This evidence might be sufficient to indicate that there is a "dual purpose" for the creation of the documents at issue, such that the "totality of the circumstances" test becomes more complicated. See In re Grand Jury Subpoena, 357 F.3d at 908. However, the record also indicates that there is a "true independent purpose for creating" these documents, which "makes work product protection is less likely." See id. Specifically, the record reveals that any litigation purpose is eclipsed by the "true independent purpose" of fostering the safety of Defendant's operations. The SMS Manual explains that the EIS system "is an essential program that helps create a safe operating environment for [Defendant] by fostering a process to understand what happened in an incident, why it happened and how to prevent it from occurring again." SMS Manual at 2. It also provides that "[t]he most valuable aspect of doing the investigations is the corrective actions and lessons learned that can be gleaned from the incident." Id. at 3. While the SMS Manual does note that an EIS Report should be sent to Defendant's claims department and Defendant's insurer, this is for "record keeping and documentation purposes," and there is no mention of litigation purposes. Id. at 2. The Court finds that the dual purposes of operational safety and anticipation of litigation are not so "profoundly interconnected" that it can be said the documents were created "because of the litigation. See In re Grand Jury Subpoena, 357 F.3d at 908.

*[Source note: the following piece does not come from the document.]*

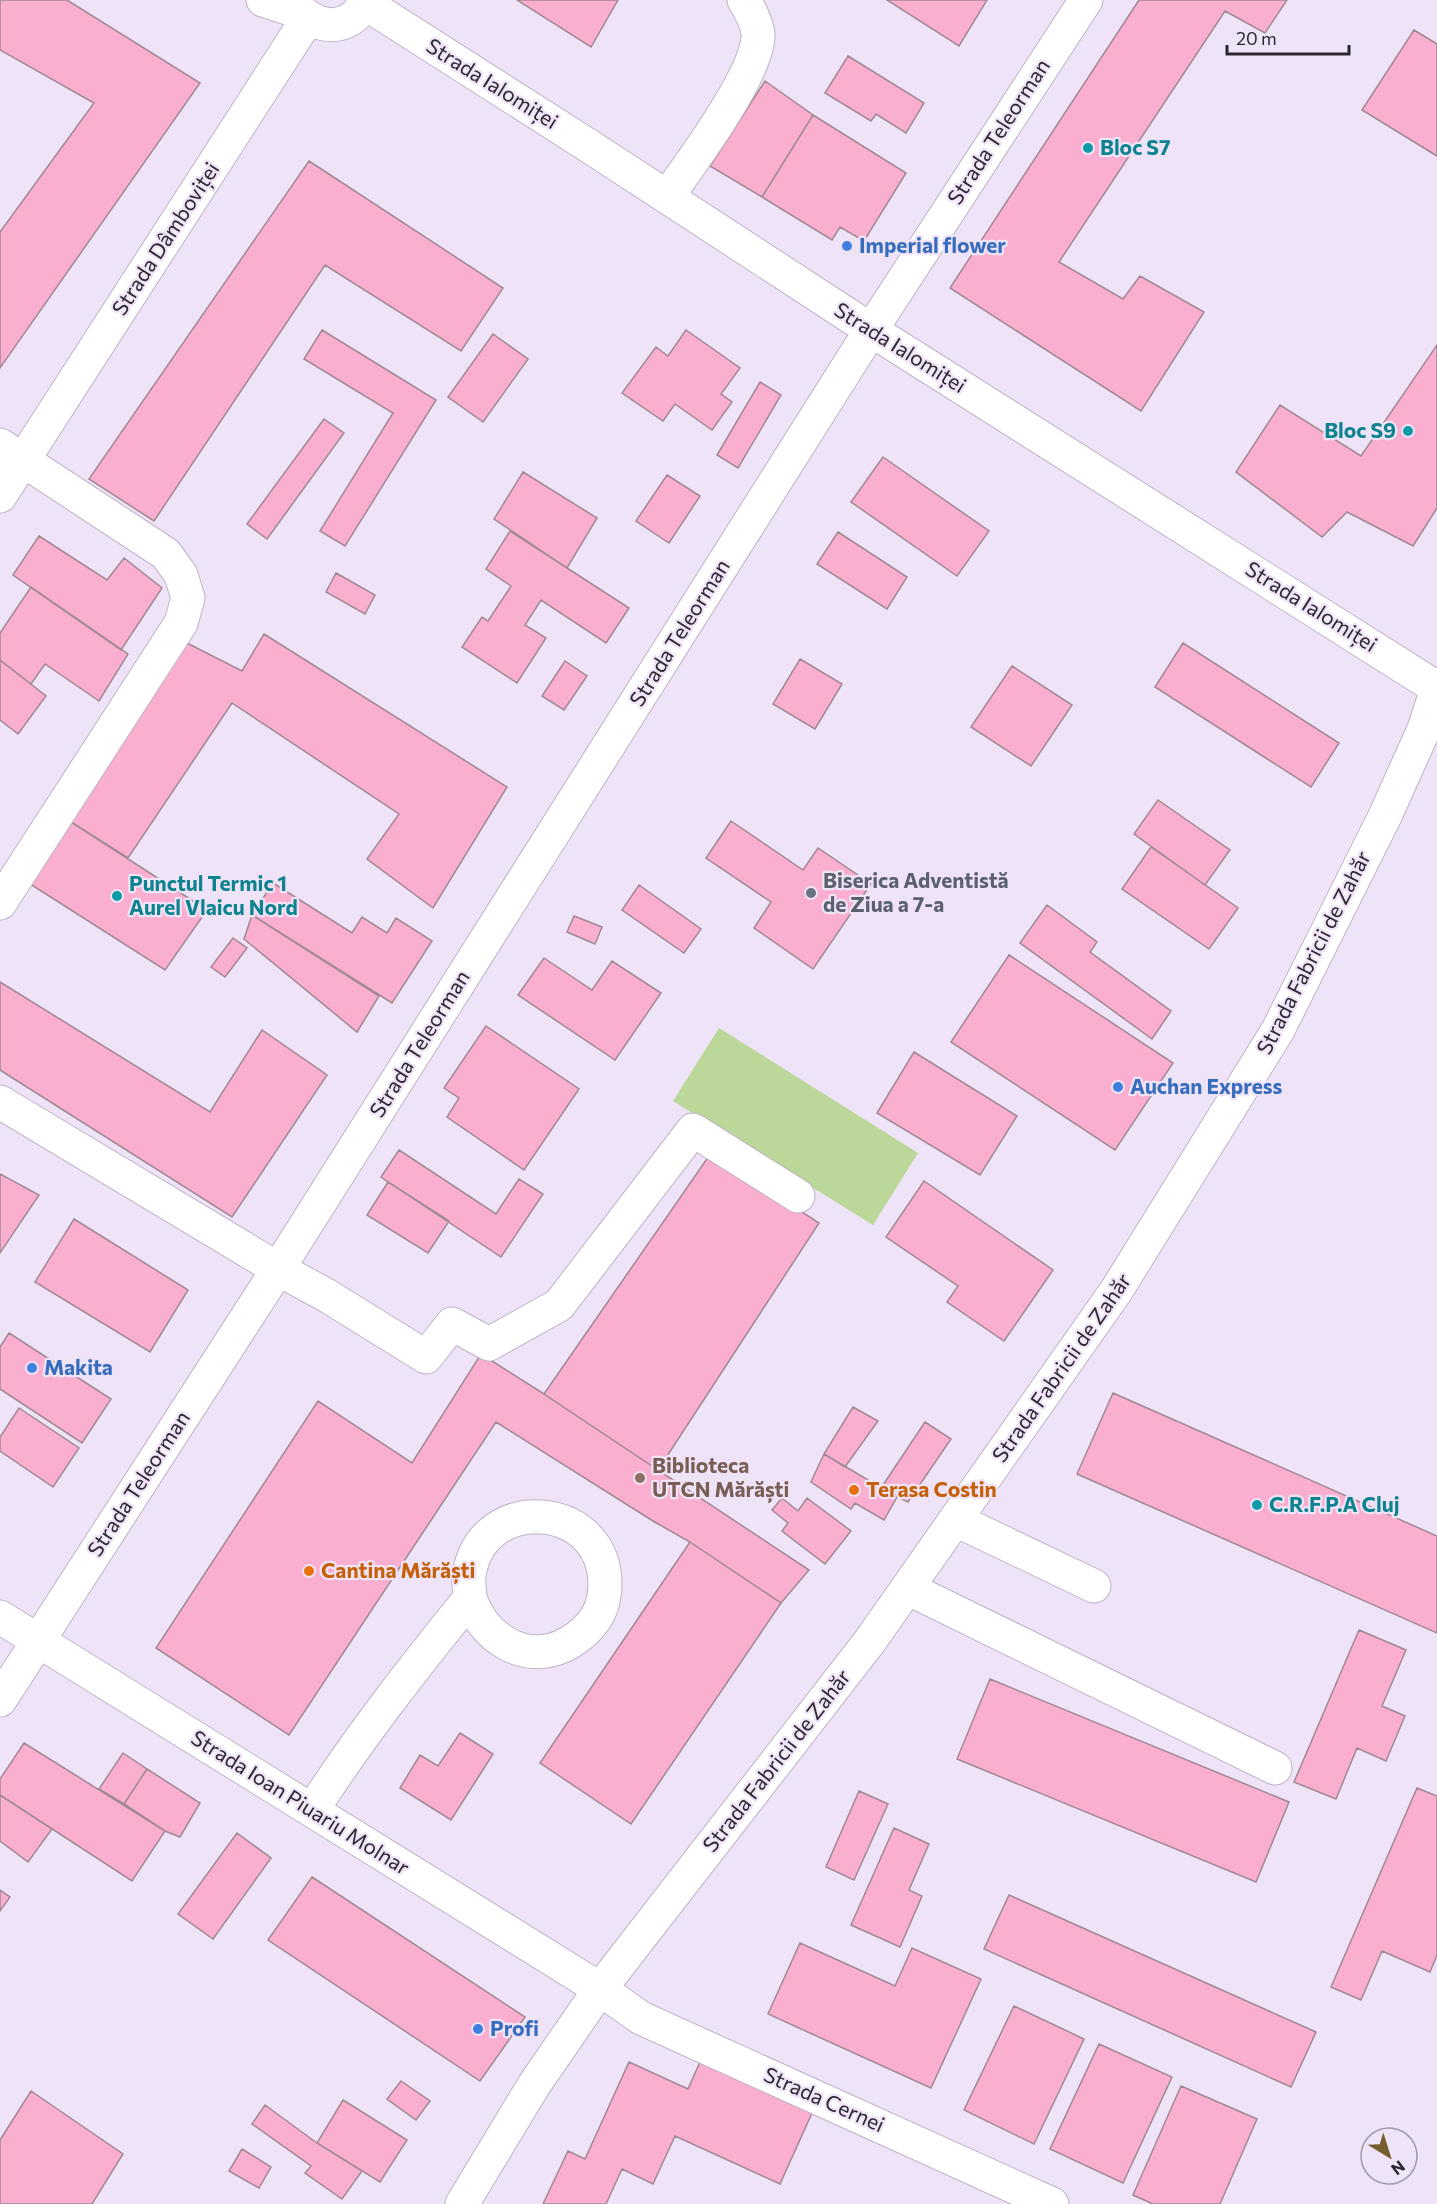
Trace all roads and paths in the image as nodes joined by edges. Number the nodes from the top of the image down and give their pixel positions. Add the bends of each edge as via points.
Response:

Further, the record reveals that the documents at issue would have been created in "essentially similar form irrespective of the litigation," which goes against a finding of work product privilege. See Arfa, 2014 WL 815496, at *4 (quoting Umpqua Bank, 2011 WL 997212, at *4). The fact that the EIS process is overseen in some way by the General Counsel does not alter the Court's view. For example, the testimony that Internal Incident Investigation Reports are sent to outside counsel in the event that a litigation threat arises is apparently proffered to show its connection with anticipated litigation. See Williamson Decl. ¶ 6. However, it actually reveals that those reports are created in substantially the same form regardless of the specific threat of litigation, and the reports are only sent to outside counsel if litigation actually becomes likely.
In short, the Court is not persuaded by Defendant's argument that the Incident Report, the EIS Report, and the EIS Report Witness Statements are attorney work product. As to the Internal Incident Investigation Report and the EIS Report, Defendant "fail[s] to show that the incident reports at issue were prepared at the specific direction of counsel in anticipation of litigation rather than pursuant to a general protocol or course of business established by defendant." See Fisher, 2012 WL 2377200, at *6. Defendant acted in the ordinary course of business when it conducted "an investigation for its own purposes" and "the resulting investigative report is produceable [sic]." Bonneau, 2010 WL 1254552, at *2 (quoting Binks Mfg. Co. v. Nat'l Presto Indus., Inc., 709 F.2d 1109, 1119 (7th Cir. 1983)) (some citations omitted). See also Caremark, 195 F.R.D. at 614 ("investigative reports developed in the ordinary course of business" are not work product).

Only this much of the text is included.